> Work order
List, from the lines below, each one with "Waterford" in it.

Items from a data source:
'''

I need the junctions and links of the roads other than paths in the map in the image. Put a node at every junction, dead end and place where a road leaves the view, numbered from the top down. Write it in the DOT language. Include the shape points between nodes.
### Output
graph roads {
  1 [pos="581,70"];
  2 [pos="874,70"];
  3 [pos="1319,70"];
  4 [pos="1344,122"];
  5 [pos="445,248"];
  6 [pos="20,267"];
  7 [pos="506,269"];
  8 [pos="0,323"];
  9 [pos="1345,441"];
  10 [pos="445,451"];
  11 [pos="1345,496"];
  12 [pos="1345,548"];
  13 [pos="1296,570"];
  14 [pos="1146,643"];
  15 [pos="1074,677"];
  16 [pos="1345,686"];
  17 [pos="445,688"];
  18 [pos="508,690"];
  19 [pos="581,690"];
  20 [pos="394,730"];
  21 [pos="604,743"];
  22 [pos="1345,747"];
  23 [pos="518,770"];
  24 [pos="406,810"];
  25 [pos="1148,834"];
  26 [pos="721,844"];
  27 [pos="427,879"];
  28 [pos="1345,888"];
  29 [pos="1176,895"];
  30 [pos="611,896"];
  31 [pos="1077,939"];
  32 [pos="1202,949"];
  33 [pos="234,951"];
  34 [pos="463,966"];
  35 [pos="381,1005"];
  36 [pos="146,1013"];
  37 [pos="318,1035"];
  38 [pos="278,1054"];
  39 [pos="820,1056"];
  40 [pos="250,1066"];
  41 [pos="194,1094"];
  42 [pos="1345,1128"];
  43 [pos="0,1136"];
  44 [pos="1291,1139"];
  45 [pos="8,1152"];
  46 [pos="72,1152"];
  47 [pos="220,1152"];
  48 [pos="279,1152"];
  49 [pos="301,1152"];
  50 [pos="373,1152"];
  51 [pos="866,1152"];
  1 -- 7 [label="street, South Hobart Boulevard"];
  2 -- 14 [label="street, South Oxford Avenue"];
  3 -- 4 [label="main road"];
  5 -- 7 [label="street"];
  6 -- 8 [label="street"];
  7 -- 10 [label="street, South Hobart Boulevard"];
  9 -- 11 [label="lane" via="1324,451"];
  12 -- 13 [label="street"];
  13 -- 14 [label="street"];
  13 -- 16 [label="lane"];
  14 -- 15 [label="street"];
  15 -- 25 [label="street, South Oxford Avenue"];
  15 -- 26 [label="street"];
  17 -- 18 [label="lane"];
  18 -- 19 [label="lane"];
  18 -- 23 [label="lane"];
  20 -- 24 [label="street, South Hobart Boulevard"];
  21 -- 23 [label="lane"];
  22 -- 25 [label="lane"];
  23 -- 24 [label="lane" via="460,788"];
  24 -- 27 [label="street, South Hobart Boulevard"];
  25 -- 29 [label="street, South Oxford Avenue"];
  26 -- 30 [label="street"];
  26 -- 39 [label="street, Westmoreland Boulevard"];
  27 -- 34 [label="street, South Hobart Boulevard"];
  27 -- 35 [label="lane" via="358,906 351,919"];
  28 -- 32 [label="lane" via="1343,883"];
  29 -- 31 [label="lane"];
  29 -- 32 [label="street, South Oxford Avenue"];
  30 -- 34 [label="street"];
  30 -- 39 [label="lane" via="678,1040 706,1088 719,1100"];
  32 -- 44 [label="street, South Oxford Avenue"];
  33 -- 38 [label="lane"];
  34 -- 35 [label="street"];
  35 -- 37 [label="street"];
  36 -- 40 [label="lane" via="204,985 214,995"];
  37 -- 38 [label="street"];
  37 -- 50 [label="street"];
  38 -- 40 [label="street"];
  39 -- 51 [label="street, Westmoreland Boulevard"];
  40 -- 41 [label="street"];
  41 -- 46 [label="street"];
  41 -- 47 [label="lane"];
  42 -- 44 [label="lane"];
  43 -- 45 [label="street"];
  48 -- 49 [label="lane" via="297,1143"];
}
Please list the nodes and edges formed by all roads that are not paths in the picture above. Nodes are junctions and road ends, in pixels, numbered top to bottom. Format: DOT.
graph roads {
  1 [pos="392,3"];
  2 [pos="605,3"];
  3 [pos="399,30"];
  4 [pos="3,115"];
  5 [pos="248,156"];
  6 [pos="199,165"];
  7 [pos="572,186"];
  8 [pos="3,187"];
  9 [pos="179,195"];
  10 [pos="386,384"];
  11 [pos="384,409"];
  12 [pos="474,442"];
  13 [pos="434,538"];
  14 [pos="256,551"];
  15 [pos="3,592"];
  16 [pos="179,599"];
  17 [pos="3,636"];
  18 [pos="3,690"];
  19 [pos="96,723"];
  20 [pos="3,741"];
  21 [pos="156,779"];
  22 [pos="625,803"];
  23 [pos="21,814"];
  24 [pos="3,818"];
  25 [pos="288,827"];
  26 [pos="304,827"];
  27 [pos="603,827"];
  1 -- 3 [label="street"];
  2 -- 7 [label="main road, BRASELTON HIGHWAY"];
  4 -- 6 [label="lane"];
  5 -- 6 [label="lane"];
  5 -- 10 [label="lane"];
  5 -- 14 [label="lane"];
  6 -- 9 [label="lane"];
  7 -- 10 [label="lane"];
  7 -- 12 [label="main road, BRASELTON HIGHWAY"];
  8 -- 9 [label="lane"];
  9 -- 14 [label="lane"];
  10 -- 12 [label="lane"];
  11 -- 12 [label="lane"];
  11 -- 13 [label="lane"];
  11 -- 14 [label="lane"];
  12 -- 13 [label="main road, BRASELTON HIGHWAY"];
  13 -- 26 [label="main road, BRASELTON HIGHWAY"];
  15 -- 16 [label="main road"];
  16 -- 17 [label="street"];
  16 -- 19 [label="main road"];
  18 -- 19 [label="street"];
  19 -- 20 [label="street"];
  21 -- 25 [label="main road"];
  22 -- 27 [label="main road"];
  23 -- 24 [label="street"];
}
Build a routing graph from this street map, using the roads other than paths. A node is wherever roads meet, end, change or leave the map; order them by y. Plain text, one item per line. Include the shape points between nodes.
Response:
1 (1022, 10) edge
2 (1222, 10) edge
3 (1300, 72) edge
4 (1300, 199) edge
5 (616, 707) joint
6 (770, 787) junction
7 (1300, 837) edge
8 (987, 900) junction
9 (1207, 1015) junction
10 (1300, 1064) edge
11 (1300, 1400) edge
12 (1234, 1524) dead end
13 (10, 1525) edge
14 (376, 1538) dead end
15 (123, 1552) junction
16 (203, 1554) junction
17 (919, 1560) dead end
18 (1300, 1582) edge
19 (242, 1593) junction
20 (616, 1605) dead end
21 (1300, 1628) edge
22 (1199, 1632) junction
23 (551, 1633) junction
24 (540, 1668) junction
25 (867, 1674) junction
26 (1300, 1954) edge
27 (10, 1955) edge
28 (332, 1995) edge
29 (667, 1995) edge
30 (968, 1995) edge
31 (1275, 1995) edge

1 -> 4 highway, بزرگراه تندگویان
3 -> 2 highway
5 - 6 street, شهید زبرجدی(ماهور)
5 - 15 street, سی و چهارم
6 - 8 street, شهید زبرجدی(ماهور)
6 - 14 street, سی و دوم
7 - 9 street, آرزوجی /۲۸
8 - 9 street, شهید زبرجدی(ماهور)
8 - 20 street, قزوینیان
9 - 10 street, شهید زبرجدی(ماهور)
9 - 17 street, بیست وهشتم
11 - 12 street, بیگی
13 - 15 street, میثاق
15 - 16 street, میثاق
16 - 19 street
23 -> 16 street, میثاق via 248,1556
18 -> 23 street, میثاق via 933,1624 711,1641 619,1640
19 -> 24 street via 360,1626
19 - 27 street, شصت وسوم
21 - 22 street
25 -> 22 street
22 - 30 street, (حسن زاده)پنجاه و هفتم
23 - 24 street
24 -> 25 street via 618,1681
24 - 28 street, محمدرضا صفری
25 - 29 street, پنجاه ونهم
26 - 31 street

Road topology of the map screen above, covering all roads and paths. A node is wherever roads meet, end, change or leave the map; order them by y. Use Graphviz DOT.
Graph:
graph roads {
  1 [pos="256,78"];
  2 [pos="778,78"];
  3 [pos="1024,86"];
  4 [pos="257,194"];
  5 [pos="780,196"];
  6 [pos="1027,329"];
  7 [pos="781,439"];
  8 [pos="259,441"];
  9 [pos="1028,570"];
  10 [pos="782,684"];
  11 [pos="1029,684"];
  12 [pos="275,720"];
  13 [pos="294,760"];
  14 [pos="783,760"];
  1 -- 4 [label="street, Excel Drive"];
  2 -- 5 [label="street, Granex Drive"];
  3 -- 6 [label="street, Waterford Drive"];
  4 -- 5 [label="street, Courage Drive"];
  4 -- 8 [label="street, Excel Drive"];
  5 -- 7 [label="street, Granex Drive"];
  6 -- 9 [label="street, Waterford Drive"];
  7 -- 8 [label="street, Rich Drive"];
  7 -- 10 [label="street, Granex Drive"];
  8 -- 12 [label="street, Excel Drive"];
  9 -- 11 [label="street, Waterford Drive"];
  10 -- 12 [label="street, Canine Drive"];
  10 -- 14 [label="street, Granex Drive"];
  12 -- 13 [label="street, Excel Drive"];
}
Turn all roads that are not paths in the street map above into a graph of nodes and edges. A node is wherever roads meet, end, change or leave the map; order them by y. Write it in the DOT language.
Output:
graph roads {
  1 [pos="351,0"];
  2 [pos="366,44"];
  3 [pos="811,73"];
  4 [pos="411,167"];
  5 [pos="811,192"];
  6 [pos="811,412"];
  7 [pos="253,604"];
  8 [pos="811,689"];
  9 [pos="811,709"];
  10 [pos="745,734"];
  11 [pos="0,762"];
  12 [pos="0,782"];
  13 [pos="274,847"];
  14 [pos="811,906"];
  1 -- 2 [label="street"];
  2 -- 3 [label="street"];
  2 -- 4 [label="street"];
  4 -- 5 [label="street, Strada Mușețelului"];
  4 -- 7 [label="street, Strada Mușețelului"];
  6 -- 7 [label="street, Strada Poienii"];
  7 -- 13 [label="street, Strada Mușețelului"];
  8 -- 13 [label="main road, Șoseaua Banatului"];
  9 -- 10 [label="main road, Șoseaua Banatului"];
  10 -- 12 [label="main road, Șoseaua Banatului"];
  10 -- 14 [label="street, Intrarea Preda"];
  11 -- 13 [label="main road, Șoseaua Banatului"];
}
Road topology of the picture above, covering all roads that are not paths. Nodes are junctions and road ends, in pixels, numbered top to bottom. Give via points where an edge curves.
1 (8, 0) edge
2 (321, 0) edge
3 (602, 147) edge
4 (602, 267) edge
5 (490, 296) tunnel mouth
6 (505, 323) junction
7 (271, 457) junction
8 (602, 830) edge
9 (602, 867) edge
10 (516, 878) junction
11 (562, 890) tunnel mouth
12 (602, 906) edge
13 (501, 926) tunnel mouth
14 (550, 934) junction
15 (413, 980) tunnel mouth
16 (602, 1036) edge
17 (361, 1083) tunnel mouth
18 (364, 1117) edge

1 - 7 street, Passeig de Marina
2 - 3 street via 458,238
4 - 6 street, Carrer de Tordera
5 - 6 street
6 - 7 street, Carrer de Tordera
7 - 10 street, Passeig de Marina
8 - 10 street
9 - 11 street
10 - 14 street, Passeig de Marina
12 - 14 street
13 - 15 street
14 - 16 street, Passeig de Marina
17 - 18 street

'''

> Exercise result
  3 -- 6 [label="street, Waterford Drive"];
  6 -- 9 [label="street, Waterford Drive"];
  9 -- 11 [label="street, Waterford Drive"];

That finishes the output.